• [Problem statement] Reproduce, without any change, the span of lines from the opening of the records below to the line containing "display:flex; align-items:center; gap:12px;", inclusive.

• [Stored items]
★ ★ ★ ★ ★
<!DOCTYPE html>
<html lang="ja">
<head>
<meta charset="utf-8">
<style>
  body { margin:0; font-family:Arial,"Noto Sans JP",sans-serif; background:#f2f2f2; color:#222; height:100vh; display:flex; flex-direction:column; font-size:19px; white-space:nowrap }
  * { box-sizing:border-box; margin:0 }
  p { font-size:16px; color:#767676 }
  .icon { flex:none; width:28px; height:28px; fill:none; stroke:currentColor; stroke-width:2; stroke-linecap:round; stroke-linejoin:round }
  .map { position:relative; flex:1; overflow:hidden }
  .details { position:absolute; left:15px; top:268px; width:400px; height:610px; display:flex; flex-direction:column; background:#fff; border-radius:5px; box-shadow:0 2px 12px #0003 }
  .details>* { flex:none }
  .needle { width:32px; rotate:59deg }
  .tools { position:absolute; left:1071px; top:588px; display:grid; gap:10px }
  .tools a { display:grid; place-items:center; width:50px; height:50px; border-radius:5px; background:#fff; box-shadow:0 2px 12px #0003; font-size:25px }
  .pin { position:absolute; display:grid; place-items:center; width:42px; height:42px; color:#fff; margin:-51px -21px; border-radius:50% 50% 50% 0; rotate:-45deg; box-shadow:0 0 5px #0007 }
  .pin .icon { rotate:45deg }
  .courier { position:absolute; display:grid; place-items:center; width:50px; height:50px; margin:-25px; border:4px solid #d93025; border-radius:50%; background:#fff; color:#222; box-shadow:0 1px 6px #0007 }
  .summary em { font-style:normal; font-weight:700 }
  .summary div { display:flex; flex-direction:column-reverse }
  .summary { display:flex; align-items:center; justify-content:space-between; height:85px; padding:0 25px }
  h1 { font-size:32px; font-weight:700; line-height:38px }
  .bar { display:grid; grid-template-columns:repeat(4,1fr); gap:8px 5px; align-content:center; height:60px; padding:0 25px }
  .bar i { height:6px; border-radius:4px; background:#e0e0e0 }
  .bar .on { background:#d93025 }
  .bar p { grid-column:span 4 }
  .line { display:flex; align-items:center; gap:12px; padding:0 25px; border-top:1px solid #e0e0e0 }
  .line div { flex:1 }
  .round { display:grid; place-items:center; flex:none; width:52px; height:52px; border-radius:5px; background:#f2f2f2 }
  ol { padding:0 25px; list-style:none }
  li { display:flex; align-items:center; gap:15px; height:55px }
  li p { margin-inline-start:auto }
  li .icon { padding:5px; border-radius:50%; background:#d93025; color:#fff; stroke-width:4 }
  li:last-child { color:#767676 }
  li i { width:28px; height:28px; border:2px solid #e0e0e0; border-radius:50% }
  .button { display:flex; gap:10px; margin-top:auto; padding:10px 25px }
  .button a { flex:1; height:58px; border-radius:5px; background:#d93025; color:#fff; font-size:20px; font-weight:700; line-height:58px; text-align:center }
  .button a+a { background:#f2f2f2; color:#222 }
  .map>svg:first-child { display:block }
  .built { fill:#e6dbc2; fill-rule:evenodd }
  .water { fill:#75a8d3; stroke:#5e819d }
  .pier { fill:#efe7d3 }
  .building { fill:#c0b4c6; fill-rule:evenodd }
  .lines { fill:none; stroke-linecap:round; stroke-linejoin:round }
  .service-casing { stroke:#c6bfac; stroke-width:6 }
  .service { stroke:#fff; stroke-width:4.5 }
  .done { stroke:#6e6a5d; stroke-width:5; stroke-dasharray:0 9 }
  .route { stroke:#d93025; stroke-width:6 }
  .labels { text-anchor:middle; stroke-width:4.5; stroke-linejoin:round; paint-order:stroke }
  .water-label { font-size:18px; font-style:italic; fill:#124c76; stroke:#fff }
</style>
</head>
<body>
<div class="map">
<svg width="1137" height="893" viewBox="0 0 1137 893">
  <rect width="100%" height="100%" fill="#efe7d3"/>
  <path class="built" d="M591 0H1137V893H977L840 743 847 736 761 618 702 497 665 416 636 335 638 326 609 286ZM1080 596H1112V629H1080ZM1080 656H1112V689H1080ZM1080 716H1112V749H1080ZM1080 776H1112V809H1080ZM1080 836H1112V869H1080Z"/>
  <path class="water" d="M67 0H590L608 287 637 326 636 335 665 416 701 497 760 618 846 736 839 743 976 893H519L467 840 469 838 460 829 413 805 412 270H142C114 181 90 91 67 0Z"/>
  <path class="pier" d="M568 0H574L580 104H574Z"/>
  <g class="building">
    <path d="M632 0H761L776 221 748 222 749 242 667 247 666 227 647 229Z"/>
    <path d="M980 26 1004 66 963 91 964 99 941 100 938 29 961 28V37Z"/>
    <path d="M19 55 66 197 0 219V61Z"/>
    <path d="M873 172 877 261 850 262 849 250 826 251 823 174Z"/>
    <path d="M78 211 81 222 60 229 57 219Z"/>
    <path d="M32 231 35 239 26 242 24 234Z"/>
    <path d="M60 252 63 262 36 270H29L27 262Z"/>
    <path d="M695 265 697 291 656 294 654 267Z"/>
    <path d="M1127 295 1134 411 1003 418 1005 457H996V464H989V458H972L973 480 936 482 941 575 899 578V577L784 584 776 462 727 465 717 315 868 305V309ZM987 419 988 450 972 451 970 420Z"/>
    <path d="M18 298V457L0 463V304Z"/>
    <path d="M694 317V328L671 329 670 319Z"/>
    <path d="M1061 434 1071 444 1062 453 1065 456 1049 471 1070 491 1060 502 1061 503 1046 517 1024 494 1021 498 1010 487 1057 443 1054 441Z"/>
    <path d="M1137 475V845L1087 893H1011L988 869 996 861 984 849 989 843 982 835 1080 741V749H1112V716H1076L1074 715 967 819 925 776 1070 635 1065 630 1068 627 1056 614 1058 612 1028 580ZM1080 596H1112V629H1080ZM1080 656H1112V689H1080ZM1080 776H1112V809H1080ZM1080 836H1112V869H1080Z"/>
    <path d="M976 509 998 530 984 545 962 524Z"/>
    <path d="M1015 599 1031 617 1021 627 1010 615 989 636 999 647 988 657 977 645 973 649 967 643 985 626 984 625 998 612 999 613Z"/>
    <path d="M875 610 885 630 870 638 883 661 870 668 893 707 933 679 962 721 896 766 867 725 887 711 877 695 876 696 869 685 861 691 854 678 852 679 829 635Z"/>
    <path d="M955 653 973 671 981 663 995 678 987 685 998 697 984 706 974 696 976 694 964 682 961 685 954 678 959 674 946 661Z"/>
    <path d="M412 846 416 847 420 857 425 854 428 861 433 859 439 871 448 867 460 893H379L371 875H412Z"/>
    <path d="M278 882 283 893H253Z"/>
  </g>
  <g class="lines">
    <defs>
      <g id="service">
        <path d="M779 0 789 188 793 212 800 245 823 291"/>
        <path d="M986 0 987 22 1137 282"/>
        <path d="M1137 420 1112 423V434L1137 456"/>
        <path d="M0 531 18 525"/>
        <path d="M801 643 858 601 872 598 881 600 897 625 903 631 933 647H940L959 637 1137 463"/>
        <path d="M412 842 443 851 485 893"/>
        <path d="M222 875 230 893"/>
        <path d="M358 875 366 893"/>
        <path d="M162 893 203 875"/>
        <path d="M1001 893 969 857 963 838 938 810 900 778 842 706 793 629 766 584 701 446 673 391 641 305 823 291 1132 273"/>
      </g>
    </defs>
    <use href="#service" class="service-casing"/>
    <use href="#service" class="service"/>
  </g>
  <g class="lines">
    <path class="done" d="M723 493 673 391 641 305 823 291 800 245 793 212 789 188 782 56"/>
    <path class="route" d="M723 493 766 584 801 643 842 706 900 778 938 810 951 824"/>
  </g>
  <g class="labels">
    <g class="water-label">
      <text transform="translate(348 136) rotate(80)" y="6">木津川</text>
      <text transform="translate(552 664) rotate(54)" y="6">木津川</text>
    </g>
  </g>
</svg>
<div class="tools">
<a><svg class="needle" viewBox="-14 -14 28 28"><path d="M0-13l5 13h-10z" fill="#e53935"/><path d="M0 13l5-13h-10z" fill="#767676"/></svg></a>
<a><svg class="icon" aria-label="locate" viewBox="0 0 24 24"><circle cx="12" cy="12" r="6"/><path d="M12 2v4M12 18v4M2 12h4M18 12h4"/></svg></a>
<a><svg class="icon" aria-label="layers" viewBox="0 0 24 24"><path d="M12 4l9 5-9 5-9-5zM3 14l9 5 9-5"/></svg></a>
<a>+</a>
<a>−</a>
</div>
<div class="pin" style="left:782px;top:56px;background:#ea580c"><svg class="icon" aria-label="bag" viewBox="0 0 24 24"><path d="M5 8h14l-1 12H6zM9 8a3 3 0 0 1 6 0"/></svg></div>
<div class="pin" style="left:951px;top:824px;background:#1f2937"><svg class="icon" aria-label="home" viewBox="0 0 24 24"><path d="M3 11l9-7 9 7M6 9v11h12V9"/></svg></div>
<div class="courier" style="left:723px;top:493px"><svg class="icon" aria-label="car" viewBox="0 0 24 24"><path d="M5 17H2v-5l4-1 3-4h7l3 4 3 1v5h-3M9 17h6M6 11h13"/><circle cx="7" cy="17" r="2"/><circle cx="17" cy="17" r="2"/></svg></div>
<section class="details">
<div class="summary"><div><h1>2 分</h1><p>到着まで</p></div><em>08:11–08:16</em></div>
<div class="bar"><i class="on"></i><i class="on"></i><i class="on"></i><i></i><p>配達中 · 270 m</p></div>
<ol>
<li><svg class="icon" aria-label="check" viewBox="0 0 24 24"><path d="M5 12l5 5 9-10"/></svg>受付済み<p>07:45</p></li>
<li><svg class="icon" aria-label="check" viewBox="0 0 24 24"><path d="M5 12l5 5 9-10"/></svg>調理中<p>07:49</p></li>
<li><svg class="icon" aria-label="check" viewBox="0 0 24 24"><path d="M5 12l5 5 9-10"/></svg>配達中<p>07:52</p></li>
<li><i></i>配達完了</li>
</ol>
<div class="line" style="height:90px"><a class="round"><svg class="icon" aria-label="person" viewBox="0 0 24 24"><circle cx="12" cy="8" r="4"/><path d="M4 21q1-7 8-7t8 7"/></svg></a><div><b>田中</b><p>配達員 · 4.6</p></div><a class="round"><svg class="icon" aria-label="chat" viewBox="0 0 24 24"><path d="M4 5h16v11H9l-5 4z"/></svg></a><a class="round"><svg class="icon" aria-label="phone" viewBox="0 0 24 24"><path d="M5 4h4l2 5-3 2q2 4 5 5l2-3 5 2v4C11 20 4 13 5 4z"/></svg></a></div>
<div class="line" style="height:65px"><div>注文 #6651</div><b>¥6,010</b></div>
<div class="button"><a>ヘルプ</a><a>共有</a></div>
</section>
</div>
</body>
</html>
★ ★ ★ ★ ★
• [Response to this exercise]
<!DOCTYPE html>
<html lang="ja">
<head>
<meta charset="utf-8">
<style>
  body { margin:0; font-family:Arial,"Noto Sans JP",sans-serif; background:#f2f2f2; color:#222; height:100vh; display:flex; flex-direction:column; font-size:19px; white-space:nowrap }
  * { box-sizing:border-box; margin:0 }
  p { font-size:16px; color:#767676 }
  .icon { flex:none; width:28px; height:28px; fill:none; stroke:currentColor; stroke-width:2; stroke-linecap:round; stroke-linejoin:round }
  .map { position:relative; flex:1; overflow:hidden }
  .details { position:absolute; left:15px; top:268px; width:400px; height:610px; display:flex; flex-direction:column; background:#fff; border-radius:5px; box-shadow:0 2px 12px #0003 }
  .details>* { flex:none }
  .needle { width:32px; rotate:59deg }
  .tools { position:absolute; left:1071px; top:588px; display:grid; gap:10px }
  .tools a { display:grid; place-items:center; width:50px; height:50px; border-radius:5px; background:#fff; box-shadow:0 2px 12px #0003; font-size:25px }
  .pin { position:absolute; display:grid; place-items:center; width:42px; height:42px; color:#fff; margin:-51px -21px; border-radius:50% 50% 50% 0; rotate:-45deg; box-shadow:0 0 5px #0007 }
  .pin .icon { rotate:45deg }
  .courier { position:absolute; display:grid; place-items:center; width:50px; height:50px; margin:-25px; border:4px solid #d93025; border-radius:50%; background:#fff; color:#222; box-shadow:0 1px 6px #0007 }
  .summary em { font-style:normal; font-weight:700 }
  .summary div { display:flex; flex-direction:column-reverse }
  .summary { display:flex; align-items:center; justify-content:space-between; height:85px; padding:0 25px }
  h1 { font-size:32px; font-weight:700; line-height:38px }
  .bar { display:grid; grid-template-columns:repeat(4,1fr); gap:8px 5px; align-content:center; height:60px; padding:0 25px }
  .bar i { height:6px; border-radius:4px; background:#e0e0e0 }
  .bar .on { background:#d93025 }
  .bar p { grid-column:span 4 }
  .line { display:flex; align-items:center; gap:12px; padding:0 25px; border-top:1px solid #e0e0e0 }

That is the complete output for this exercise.